Input: Describe this image.
Output: The image captures a bustling street scene in London, featuring iconic red double-decker buses and the famous Big Ben clock tower in the background.


**2. Visual Question-Answering (Visual Conversation)**

In [4]:
image = Image.open('cats.jpg')
enc_image = model.encode_image(image)
input = "How many cats the girl is holding?"
output = model.answer_question(enc_image, input, tokenizer)
print(f"\nInput: {input}\nOutput: {output}")
input = "What is their color?"
output = model.answer_question(enc_image, input, tokenizer)
print(f"\nInput: {input}\nOutput: {output}")


Input: How many cats the girl is holding?
Output: The girl is holding two cats.

Input: What is their color?
Output: The kittens are brown and white in color.


**3. Visual Knowledge Reasoning**

In [5]:
image = Image.open('tajmahal.jpg')
enc_image = model.encode_image(image)
input = "Tell about the history of this place"
output = model.answer_question(enc_image, input, tokenizer)
print(f"\nInput: {input}\nOutput: {output}")


Input: Tell about the history of this place
Output: The image shows the Taj Mahal, a famous white marble mausoleum located in Agra, India. It was built by the Mughal Emperor Shah Jahan in memory of his wife Mumtaz Mahal. The Taj Mahal is an iconic symbol of love and architectural prowess, and it has become a popular tourist destination. The mausoleum is surrounded by a large garden with a reflecting pool, which adds to its beauty and grandeur. The image captures the Taj Mahal from a distance, showcasing its impressive size and intricate design.


**4. Visual Contextual Understanding**

In [6]:
image = Image.open('boy_playing_with_pet.jpg')
enc_image = model.encode_image(image)
input = "How does the boy feel and why?"
output = model.answer_question(enc_image, input, tokenizer)
print(f"\nInput: {input}\nOutput: {output}")
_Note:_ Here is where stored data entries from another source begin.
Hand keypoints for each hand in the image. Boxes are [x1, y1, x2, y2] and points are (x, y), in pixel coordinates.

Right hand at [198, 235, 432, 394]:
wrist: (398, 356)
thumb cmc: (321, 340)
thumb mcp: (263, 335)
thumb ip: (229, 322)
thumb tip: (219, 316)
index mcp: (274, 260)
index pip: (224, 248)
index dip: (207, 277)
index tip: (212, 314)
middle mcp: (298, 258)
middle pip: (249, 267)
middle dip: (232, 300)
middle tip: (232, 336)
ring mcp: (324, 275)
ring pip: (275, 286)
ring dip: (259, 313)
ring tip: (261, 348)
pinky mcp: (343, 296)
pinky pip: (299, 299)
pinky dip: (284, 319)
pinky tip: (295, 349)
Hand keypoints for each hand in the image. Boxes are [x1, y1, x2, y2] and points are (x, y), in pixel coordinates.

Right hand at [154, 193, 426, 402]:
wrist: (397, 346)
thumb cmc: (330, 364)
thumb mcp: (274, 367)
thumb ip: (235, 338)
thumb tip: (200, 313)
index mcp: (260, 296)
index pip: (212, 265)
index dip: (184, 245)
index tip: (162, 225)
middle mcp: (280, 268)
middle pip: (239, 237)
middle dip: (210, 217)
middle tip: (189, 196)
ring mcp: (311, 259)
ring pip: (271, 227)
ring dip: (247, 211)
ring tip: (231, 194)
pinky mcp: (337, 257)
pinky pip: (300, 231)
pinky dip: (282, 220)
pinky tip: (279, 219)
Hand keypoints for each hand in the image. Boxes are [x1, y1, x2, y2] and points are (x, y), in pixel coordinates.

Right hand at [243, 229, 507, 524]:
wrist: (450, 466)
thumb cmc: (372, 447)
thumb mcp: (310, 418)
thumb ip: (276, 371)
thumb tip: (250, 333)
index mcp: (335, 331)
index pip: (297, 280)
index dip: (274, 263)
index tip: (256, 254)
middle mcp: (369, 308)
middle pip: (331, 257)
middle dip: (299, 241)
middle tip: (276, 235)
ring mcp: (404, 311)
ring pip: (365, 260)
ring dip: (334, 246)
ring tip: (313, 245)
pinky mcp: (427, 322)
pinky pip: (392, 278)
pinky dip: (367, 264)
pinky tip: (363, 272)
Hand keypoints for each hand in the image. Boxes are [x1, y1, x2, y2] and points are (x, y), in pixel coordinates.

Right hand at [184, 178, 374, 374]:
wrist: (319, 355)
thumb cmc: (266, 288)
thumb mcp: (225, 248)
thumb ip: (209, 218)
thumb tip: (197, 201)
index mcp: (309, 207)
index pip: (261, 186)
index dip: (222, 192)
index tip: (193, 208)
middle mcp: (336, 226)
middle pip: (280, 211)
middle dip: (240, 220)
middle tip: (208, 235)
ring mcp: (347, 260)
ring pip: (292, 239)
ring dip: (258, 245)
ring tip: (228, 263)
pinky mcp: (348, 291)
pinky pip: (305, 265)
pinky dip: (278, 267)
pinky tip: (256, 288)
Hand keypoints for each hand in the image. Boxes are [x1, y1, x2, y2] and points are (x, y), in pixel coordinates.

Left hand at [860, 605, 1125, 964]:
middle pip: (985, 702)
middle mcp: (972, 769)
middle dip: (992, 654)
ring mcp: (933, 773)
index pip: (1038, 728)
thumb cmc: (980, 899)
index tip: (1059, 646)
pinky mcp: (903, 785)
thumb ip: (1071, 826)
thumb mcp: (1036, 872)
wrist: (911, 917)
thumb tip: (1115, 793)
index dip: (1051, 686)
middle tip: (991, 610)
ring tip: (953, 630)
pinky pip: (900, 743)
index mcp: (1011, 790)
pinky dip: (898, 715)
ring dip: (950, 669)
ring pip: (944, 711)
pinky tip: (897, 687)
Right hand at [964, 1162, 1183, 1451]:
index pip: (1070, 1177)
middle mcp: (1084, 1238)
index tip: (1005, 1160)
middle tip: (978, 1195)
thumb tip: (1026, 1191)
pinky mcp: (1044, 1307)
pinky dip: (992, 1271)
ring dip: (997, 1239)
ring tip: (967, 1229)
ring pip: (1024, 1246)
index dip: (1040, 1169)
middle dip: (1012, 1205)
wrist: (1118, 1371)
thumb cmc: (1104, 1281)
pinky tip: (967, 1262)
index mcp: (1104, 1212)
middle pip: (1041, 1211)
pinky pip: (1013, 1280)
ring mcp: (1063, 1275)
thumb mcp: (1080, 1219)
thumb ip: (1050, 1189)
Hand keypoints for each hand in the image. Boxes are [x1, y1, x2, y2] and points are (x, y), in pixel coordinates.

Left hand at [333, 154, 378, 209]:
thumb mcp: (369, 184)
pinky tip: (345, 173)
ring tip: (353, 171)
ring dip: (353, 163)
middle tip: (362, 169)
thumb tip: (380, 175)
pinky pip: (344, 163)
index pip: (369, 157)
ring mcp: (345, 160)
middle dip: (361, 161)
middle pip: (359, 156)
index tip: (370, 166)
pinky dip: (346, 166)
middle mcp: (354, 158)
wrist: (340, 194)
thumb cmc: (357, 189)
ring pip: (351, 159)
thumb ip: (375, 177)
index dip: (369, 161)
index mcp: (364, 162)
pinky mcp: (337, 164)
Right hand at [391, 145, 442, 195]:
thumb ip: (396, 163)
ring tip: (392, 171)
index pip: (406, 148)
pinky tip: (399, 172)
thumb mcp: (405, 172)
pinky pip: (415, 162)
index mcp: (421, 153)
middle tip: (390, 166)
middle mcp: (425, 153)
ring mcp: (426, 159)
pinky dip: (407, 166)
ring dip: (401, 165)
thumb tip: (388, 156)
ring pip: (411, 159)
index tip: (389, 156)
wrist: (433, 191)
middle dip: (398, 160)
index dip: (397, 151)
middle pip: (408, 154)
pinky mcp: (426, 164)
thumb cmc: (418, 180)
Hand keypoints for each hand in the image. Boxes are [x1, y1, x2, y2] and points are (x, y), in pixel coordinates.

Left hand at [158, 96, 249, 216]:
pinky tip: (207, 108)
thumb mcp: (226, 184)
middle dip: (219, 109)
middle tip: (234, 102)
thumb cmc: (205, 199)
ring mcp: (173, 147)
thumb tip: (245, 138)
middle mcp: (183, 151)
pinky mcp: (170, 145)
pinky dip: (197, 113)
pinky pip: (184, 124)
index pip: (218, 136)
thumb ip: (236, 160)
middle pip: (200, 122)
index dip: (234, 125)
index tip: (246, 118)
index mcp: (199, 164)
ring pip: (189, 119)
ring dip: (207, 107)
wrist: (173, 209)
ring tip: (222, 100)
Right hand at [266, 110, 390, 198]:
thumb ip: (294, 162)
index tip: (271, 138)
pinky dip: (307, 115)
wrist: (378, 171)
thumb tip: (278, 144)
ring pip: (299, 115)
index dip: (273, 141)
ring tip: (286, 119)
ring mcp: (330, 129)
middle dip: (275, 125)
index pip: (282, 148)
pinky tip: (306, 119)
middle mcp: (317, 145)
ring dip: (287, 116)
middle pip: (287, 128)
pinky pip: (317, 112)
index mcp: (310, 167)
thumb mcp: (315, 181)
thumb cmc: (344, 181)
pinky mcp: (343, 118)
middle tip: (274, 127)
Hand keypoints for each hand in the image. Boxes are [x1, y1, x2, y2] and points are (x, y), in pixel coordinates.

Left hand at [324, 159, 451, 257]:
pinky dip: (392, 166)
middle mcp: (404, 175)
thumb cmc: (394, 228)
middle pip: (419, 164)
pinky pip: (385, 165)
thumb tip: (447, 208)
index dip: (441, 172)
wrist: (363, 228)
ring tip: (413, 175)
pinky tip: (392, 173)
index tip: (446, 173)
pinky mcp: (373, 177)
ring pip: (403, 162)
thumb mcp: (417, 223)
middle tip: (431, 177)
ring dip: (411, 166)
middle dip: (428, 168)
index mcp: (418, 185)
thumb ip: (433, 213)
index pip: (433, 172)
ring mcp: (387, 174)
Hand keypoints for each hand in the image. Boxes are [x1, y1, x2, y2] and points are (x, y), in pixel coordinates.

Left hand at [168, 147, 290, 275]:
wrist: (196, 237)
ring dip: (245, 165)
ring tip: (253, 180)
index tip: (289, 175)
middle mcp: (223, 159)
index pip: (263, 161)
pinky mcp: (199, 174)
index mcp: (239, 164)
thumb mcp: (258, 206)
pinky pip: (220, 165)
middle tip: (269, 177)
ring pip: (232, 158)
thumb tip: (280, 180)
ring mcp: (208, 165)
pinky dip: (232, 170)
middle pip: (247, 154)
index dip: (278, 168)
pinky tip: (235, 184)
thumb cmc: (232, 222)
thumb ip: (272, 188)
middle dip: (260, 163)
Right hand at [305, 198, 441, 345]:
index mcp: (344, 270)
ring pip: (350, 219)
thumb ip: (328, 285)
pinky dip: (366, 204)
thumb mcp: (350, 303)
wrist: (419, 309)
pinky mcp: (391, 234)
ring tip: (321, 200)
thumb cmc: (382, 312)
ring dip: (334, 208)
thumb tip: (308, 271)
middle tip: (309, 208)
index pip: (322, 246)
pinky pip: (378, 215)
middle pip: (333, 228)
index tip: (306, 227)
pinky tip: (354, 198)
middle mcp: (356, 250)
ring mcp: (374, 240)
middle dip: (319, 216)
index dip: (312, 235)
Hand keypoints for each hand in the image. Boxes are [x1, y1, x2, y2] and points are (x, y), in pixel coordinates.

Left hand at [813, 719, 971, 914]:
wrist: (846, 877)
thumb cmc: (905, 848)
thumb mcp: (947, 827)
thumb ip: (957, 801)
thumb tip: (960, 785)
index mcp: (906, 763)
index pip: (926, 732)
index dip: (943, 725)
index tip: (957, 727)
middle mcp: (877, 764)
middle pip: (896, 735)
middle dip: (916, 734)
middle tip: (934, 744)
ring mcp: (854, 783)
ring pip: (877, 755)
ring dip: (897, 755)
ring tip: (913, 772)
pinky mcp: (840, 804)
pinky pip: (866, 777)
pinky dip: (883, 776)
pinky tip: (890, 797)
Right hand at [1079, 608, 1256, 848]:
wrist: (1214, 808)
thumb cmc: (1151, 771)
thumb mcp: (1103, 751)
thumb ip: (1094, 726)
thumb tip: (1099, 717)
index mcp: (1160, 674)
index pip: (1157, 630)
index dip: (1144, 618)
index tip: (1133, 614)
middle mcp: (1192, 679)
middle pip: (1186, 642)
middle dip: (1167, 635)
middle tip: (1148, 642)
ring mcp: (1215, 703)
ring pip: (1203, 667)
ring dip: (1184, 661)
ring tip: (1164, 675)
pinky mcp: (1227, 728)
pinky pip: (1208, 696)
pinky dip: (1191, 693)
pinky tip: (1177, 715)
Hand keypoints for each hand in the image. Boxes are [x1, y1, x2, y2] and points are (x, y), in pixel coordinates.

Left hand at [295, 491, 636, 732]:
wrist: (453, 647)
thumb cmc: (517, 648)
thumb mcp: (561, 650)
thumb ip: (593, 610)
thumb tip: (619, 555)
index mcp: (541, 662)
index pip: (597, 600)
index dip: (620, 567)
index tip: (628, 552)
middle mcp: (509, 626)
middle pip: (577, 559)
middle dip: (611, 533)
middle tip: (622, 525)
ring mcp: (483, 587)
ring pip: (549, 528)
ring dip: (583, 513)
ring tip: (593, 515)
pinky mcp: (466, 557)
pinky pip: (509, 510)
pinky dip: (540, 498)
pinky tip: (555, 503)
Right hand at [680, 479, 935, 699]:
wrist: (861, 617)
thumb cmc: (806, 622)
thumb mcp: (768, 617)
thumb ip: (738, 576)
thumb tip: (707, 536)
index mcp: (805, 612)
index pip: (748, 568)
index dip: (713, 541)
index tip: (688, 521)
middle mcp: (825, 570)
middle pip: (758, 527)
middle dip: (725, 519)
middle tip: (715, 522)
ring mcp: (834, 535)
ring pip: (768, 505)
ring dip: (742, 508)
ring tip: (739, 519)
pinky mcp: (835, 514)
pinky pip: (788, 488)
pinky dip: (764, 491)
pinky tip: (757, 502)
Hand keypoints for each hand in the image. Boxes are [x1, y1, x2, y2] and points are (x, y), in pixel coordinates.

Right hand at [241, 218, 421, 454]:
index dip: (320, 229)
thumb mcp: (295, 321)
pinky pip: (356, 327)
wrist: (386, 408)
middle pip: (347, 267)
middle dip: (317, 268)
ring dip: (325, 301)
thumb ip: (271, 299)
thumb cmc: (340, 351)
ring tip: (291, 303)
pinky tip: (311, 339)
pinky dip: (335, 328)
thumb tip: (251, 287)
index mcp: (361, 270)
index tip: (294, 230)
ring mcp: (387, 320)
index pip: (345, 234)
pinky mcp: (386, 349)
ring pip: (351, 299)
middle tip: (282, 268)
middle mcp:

Input: How does the boy feel and why?
Output: The boy feels happy and content because he is enjoying a fun and engaging activity with his dog. In the image, the boy is running and playing with a yellow dog, throwing a ball for it to fetch. This activity allows the boy to bond with his dog, exercise, and have a good time. Playing with a dog is known to release endorphins, which are chemicals in the brain that contribute to feelings of happiness and well-being. The boy's smile and the dog's excitement indicate that they are both enjoying the moment and having a positive experience together.


**5. Text Recognition**

In [7]:
image = Image.open('written_quote.jpg')
enc_image = model.encode_image(image)
input = "What's written on this piece of paper?"
output = model.answer_question(enc_image, input, tokenizer)
print(f"\nInput: {input}\nOutput: {output}")


Input: What's written on this piece of paper?
Output: The handwritten quote says, "The future depends on what you do today. Mahatma Gandhi."